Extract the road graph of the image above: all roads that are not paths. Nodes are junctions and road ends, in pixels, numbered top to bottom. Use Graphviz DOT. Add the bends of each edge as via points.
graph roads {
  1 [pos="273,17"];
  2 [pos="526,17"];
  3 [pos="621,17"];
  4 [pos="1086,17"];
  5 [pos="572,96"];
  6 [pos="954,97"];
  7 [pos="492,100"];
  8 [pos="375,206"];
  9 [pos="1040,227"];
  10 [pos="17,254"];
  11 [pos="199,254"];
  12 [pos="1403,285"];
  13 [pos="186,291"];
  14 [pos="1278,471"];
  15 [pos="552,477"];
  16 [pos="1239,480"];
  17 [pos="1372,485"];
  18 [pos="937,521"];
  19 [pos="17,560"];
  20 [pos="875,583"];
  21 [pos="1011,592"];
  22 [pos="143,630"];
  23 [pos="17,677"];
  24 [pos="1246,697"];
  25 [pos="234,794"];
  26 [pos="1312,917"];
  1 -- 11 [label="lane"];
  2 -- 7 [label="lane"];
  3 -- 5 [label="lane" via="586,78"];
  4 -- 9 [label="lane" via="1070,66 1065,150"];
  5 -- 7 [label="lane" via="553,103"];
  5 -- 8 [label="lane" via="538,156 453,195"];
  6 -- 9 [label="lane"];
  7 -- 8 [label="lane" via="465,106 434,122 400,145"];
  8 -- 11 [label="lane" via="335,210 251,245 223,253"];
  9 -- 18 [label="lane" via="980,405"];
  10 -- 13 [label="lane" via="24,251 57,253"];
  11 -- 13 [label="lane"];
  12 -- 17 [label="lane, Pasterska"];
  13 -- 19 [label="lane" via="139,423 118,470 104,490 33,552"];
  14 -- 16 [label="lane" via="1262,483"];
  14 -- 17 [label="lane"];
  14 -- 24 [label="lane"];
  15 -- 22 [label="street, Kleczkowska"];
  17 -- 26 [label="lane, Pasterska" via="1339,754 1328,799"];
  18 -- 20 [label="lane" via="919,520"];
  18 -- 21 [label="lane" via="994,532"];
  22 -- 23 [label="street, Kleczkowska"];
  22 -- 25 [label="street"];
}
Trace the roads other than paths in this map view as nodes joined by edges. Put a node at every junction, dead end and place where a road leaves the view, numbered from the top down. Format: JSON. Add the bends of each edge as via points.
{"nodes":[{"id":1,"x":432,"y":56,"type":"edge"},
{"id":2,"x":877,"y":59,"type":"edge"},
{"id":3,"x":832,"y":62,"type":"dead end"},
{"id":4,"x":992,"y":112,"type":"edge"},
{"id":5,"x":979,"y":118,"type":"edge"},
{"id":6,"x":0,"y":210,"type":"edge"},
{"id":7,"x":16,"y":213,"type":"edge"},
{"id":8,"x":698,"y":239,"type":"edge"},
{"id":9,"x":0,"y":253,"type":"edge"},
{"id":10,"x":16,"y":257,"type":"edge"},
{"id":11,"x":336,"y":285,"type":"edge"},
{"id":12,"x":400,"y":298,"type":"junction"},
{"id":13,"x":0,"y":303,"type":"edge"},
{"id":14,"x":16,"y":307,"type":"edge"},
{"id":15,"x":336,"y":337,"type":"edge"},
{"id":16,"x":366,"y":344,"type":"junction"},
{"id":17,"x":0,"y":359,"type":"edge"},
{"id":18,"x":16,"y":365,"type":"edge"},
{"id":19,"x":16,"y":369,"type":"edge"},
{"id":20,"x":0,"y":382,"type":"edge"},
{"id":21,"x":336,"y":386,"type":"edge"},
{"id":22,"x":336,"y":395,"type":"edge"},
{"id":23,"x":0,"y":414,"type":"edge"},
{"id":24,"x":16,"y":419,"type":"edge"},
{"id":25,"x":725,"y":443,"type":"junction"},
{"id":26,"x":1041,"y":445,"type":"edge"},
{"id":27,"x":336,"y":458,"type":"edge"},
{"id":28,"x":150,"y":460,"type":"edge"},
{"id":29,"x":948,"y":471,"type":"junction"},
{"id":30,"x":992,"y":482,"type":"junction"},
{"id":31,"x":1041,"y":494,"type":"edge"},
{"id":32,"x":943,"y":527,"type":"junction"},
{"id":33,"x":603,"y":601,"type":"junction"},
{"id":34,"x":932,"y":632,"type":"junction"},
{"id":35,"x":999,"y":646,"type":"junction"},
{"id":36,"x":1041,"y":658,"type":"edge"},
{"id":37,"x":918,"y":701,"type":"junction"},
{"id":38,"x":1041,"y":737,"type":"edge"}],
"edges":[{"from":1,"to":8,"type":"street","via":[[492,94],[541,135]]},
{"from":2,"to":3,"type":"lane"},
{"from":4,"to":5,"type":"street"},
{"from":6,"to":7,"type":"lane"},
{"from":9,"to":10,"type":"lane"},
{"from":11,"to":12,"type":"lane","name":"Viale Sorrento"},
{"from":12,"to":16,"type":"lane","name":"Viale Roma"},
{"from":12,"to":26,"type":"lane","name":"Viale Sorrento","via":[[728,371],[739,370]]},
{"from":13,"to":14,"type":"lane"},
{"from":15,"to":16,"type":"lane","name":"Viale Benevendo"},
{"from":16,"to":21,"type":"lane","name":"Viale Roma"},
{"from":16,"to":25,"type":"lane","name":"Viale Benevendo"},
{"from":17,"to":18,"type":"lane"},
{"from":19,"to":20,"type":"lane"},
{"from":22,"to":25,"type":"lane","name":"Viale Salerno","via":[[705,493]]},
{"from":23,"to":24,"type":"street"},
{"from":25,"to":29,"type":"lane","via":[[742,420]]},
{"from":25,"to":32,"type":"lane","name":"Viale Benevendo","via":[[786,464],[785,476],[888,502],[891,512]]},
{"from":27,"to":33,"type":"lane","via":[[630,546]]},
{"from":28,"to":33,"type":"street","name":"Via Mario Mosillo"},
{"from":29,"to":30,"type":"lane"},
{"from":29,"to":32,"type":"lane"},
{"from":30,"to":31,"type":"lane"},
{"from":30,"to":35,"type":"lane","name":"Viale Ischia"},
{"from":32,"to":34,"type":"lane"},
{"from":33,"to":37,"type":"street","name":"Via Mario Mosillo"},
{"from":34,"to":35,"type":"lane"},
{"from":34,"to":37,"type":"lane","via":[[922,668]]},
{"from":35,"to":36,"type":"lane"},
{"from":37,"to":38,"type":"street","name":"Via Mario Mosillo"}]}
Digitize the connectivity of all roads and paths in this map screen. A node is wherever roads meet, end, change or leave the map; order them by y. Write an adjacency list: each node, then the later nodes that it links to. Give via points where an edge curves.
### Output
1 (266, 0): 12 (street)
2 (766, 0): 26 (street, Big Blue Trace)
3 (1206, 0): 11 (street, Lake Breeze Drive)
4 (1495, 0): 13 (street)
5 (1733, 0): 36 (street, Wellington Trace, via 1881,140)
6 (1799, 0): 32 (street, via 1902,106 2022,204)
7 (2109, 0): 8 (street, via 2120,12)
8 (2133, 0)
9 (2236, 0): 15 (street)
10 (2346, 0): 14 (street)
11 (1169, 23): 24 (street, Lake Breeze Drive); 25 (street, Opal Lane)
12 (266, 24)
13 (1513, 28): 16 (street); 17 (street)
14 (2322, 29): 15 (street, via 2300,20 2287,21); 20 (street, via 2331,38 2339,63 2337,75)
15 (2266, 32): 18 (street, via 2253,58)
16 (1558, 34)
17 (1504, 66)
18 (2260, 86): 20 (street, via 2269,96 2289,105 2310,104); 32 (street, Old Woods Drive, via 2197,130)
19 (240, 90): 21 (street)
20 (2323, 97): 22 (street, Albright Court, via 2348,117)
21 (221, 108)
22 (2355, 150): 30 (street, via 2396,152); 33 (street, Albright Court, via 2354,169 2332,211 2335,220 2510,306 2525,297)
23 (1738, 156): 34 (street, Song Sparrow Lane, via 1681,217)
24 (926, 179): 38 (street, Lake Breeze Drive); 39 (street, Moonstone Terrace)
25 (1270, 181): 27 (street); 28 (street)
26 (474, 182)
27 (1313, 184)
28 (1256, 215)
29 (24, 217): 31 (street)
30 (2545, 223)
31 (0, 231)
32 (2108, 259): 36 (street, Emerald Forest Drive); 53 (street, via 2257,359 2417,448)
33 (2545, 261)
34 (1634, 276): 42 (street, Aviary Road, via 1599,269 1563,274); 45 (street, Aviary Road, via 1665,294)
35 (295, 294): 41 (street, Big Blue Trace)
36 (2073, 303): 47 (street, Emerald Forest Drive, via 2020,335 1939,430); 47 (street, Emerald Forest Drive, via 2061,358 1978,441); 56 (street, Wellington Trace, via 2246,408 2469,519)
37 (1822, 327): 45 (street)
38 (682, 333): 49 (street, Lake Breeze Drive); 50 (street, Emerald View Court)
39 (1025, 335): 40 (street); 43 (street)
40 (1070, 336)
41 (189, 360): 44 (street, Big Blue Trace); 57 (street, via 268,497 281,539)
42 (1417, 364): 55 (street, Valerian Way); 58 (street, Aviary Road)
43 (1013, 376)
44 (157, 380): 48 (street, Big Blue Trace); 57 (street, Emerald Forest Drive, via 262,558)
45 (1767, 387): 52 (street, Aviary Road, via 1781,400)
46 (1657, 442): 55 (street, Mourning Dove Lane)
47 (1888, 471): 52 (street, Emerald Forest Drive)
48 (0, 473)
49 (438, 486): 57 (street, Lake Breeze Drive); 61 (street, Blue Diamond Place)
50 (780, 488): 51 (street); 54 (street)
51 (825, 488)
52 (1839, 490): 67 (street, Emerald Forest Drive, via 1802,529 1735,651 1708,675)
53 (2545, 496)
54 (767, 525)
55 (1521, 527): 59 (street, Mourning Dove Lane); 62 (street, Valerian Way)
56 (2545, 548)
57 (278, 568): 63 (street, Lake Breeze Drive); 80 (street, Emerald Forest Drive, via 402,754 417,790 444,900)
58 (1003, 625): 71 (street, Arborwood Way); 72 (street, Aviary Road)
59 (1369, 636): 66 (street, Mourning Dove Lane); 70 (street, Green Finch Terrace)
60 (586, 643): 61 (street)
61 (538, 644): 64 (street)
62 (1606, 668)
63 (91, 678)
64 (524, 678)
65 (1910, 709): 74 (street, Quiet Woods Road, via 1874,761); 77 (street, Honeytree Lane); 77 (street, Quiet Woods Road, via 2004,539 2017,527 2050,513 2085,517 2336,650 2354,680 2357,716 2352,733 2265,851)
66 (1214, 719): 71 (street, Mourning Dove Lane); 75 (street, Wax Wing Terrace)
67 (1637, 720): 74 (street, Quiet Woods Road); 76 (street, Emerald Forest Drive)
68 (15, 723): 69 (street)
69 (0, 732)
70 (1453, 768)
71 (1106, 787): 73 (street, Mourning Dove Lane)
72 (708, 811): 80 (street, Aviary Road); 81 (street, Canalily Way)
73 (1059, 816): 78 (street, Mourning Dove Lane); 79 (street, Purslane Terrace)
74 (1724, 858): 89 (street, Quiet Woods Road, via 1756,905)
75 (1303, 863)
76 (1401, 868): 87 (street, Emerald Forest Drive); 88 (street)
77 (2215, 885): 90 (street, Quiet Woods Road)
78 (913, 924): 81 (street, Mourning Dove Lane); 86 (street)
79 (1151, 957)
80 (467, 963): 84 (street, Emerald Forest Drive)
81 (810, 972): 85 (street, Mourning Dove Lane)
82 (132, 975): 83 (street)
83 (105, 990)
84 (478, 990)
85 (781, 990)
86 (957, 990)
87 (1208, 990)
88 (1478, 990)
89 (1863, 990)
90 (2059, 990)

■ Work to be completed:
Copy out each line of the records where the word "Albright" appears.

■ Answer to the exercise:
20 (2323, 97): 22 (street, Albright Court, via 2348,117)
22 (2355, 150): 30 (street, via 2396,152); 33 (street, Albright Court, via 2354,169 2332,211 2335,220 2510,306 2525,297)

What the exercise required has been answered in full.